Ever notice that some guests won't even consider the so called "healthy" menu items. Yes, even though I am a highly qualified biochemical nutritionist, due to many experiences – I am not always sure of such proclamations. Unless the Chef and the Wait Staff are educated concerning the basics of nutrition, I opt for some more reliable menu options.

When one is traveling it would be great to keep portion sizes around 4-6 ounces. And please cut the grease. One can put butter or olive oil on the side or have it on the table. Salads should be truly green (think the color of spinach) – the use of extensive sprouts is really passe. Vegetables should not be overcooked or over buttered nor oiled. The Chef should purchase locally when possible. Hollandaise on steaks and so on tastes good but in very small portions or on the side. Lean cuts of meats would be welcome. A six- ounce filet cooked to perfection is heaven. Fish is important for many health reasons; tastes best if fresh. (farm grown may contain anti-biotics.) Chicken does not need to be grilled with the skin off – but rather the skin is pulled off after cooking or by the diner. This keeps the meat juicier. But all of this is not new. Let us speak of more recent research into nutrition and the immune system and healthful gut functioning. Below we will focus on high fiber foods which seem to be important for healthy in many ways.

The Gut Immune System

For years we focused on the spleen, liver, lymph, and blood systems as major immune organs. So, what does this have to do with food in a restaurant? Read on! There are thousands of credible research articles on the Gut-Brain Connection. FYI, several prestigious and highly regarded journals are: The National Institutes of Health, The New England Journal of Medicine, The Journal of the American Medical Association, The American Journal of Nutrition and the Academy of Nutrition and Dietetics, Gastroenterology, Gut and other prestigious, peer reviewed papers discussing gastrointestinal immune functions.

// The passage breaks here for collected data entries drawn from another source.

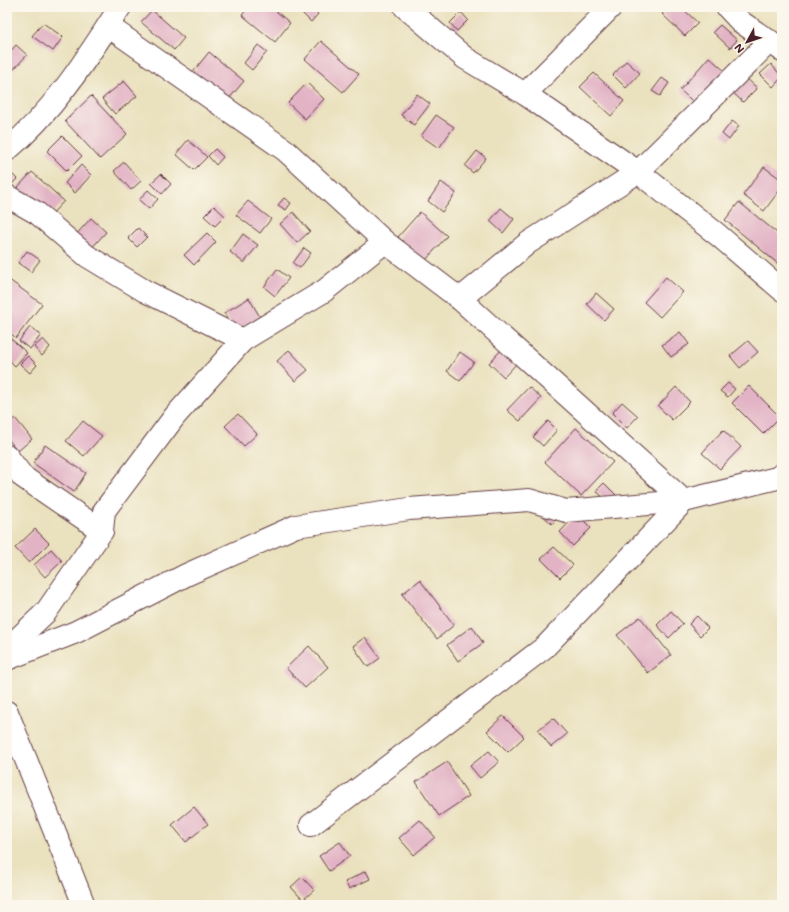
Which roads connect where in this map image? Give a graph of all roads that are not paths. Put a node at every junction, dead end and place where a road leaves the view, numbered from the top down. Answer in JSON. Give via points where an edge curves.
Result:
{"nodes":[{"id":1,"x":120,"y":7,"type":"edge"},
{"id":2,"x":405,"y":7,"type":"edge"},
{"id":3,"x":611,"y":7,"type":"edge"},
{"id":4,"x":727,"y":7,"type":"edge"},
{"id":5,"x":108,"y":26,"type":"junction"},
{"id":6,"x":776,"y":46,"type":"edge"},
{"id":7,"x":525,"y":94,"type":"junction"},
{"id":8,"x":7,"y":150,"type":"edge"},
{"id":9,"x":638,"y":172,"type":"junction"},
{"id":10,"x":7,"y":196,"type":"edge"},
{"id":11,"x":385,"y":242,"type":"junction"},
{"id":12,"x":782,"y":290,"type":"edge"},
{"id":13,"x":460,"y":299,"type":"junction"},
{"id":14,"x":243,"y":340,"type":"junction"},
{"id":15,"x":7,"y":456,"type":"edge"},
{"id":16,"x":782,"y":474,"type":"edge"},
{"id":17,"x":684,"y":501,"type":"junction"},
{"id":18,"x":102,"y":532,"type":"junction"},
{"id":19,"x":7,"y":649,"type":"edge"},
{"id":20,"x":7,"y":659,"type":"edge"},
{"id":21,"x":7,"y":712,"type":"edge"},
{"id":22,"x":312,"y":825,"type":"dead end"},
{"id":23,"x":84,"y":905,"type":"edge"}],
"edges":[{"from":1,"to":5,"type":"street"},
{"from":2,"to":7,"type":"street","via":[[465,58]]},
{"from":3,"to":7,"type":"street"},
{"from":4,"to":6,"type":"street","via":[[741,22]]},
{"from":5,"to":8,"type":"street","via":[[79,71],[26,134]]},
{"from":5,"to":11,"type":"street","via":[[285,150]]},
{"from":6,"to":9,"type":"street"},
{"from":7,"to":9,"type":"street"},
{"from":9,"to":12,"type":"street"},
{"from":9,"to":13,"type":"street","via":[[528,243]]},
{"from":10,"to":14,"type":"street","via":[[37,213],[87,256],[144,291]]},
{"from":11,"to":13,"type":"street"},
{"from":11,"to":14,"type":"street","via":[[324,291]]},
{"from":13,"to":17,"type":"street"},
{"from":14,"to":18,"type":"street","via":[[175,416],[104,511]]},
{"from":15,"to":18,"type":"street","via":[[23,477]]},
{"from":16,"to":17,"type":"street","via":[[777,478]]},
{"from":17,"to":20,"type":"street","via":[[566,511],[529,500],[410,508],[296,526],[186,575],[76,632]]},
{"from":17,"to":22,"type":"street","via":[[545,648]]},
{"from":18,"to":19,"type":"street","via":[[46,612]]},
{"from":21,"to":23,"type":"street"}]}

The more scientists know, the more they must explore. This research may result in large changes in medicine, psychology, and nutrition practices. Neurophysiology has primarily focused upon the nervous system including the peripheral and central parts. At present there is emphasis on the Gut-Immune and nervous system interaction.

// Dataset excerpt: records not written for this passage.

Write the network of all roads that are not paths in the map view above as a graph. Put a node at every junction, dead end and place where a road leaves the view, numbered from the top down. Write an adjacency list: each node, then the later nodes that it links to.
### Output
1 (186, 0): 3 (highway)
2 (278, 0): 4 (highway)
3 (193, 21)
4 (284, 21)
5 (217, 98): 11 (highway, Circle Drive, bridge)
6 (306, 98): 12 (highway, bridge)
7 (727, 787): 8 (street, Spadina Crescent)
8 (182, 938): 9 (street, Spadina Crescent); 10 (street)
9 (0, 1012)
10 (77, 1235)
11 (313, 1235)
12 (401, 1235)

A great deal of research suggests that the gut microbiota influences rate of growth, an individual's body size, their ability to fight off disease, perhaps their lifespan, proclivity toward obesity, heart disease, diabetes, allergies, skin health and other such lifestyle diseases. The microbiota may weigh 1-5 pounds in the average person. They outnumber human cells 10-1. The Microbiota has been poorly understood by scientists and physicians – think of all the emphasis on "cleanliness". Due to various types of micro-organisms on the skin and in the whole intestinal tract from mouth to where waste is eliminated these organisms contribute to health. See below.

Food and the Microbiome

Dietary Carbohydrates

Traditionally dietary carbohydrates are just one type of carbohydrate- simple sugars such as glucose, sucrose, lactose, fructose, and complex carbohydrates which are then subdivided into starch (easily digested) which is readily transformed to maltose which results in likely more glucose and sucrose than we need. In mammals, excess simple sugars are turned into body fat.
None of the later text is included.